───── Given records ─────
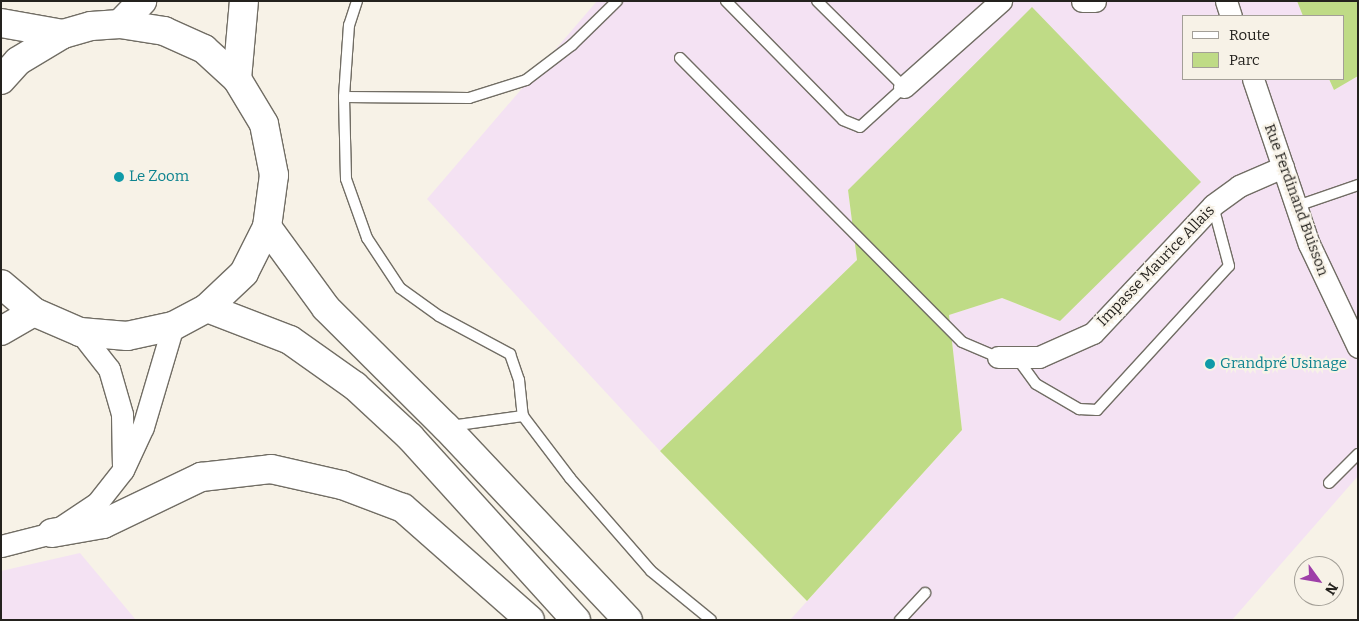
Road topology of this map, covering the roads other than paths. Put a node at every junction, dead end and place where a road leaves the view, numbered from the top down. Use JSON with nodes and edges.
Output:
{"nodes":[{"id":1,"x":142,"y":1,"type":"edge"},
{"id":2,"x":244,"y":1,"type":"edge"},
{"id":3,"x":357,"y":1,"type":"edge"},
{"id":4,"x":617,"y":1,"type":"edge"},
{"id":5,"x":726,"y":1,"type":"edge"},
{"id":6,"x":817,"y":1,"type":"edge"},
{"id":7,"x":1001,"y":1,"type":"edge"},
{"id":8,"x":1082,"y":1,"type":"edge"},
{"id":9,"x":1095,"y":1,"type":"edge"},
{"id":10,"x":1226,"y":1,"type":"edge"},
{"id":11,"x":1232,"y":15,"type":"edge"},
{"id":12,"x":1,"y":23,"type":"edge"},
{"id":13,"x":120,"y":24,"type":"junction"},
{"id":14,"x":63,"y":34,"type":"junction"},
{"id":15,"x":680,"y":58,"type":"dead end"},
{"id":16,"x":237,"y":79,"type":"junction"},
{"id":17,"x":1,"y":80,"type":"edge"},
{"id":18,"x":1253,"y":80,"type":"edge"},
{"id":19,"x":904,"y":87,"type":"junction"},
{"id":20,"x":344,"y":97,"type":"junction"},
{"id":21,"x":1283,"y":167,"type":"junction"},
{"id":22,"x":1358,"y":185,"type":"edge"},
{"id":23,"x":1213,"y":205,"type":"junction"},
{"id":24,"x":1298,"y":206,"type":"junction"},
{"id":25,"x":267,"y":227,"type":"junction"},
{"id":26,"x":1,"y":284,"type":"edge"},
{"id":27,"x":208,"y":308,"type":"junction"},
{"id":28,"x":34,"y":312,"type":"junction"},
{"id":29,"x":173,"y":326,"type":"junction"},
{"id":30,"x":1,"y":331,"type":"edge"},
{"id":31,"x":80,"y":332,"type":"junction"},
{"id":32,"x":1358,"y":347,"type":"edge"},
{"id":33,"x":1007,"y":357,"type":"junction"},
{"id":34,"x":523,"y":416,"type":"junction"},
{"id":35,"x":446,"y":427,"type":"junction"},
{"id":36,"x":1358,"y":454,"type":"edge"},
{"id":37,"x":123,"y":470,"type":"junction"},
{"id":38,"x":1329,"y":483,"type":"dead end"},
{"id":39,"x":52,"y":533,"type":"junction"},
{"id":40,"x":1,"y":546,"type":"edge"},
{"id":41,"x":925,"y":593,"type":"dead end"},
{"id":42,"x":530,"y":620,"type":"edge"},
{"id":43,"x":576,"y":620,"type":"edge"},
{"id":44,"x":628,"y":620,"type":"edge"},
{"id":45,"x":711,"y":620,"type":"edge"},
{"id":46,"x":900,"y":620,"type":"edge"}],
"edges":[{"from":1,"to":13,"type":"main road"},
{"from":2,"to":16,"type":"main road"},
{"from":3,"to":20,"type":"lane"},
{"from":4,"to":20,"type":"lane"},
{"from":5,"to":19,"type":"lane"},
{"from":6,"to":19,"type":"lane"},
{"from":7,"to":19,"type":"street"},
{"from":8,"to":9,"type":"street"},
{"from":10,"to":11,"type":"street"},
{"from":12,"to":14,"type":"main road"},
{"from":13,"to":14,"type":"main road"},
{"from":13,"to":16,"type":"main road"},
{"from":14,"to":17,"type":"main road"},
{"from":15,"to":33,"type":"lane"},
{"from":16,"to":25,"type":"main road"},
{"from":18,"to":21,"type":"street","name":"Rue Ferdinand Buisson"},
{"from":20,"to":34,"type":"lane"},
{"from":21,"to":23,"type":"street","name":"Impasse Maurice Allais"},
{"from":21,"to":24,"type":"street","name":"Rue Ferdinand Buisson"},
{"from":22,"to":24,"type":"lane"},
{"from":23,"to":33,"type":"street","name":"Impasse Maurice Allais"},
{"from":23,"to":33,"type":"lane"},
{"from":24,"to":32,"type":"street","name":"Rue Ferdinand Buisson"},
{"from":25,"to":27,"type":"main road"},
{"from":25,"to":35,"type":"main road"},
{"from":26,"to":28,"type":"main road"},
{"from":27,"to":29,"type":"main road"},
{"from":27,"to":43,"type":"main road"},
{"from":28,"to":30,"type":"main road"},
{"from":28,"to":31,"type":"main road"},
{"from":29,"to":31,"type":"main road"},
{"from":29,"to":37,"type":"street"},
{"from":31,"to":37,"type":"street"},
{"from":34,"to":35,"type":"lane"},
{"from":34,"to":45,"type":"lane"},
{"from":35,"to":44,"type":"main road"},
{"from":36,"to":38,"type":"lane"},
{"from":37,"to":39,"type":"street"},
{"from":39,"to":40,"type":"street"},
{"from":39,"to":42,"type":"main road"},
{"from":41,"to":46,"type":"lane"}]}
─────
Task details
In the records above, find each line that mentions the string "Allais", then copy it.

Exercise result
{"from":21,"to":23,"type":"street","name":"Impasse Maurice Allais"},
{"from":23,"to":33,"type":"street","name":"Impasse Maurice Allais"},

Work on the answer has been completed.